Its long, lanky, decayed-looking body is adorned in what looks like a filthy woman’s blouse, though any feminine charm was lost on me when it caught up and twisted my head off of my body.

The worst, though, is that creature with a cassette tape for a head. I encountered this one when I finally came across one of the red doors as it burst through the walls like it was the Nemesis from Resident Evil 3, and gave chase. As tall as the room, its head is a literal cassette tape, though as wide and tall as a door turned sideways. Its long, lanky, decayed-looking body is adorned in what looks like a filthy woman’s blouse, though any feminine charm was lost on me when it caught up and twisted my head off of my body.

If there’s a bridge between the unbridled horror of Resident Evil Requiem and the somewhat more accessible gateway horror of FNAF Security Breach, Don’t Fret might be it. It’s legitimately terrifying, but the fear I experienced was mostly couched in dread and anticipation. As a humanoid guitar, dying isn’t an exercise in gore and excessive violence, as there is no blood or entrails to be seen. That doesn’t mean I appreciated being ripped to pieces, but it looked cool enough that I couldn't be that mad either.

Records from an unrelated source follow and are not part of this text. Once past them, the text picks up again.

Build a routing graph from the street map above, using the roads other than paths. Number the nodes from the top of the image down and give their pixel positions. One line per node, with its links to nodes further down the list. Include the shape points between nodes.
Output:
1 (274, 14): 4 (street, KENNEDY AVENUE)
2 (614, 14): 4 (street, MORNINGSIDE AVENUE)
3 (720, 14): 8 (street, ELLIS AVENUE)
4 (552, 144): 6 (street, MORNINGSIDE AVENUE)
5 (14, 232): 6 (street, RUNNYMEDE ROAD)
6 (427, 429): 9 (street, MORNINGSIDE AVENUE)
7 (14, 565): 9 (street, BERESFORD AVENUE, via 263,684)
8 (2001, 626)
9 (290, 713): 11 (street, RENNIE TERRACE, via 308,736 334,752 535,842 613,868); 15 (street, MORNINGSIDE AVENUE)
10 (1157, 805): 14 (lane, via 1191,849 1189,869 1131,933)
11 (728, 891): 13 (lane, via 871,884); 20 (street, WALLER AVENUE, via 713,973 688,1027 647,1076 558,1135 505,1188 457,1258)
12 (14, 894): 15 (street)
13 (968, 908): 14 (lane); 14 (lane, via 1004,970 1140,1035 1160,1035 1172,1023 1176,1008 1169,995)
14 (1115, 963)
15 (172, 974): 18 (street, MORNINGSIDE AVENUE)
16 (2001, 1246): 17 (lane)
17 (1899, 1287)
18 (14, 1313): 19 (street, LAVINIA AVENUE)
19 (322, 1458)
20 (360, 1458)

As my demo came to an end, I’ll admit to some relief. Not from the terror itself, which, according to my blood pressure, was expertly crafted, but from the chances of everyone around me hearing a scream from an octave I couldn’t recreate on purpose. This is the sort of game I look forward to playing at home (probably with all of the lights on). And it comes at just the right time; Don’t Fret brings music-infused terror to Steam on October 1st.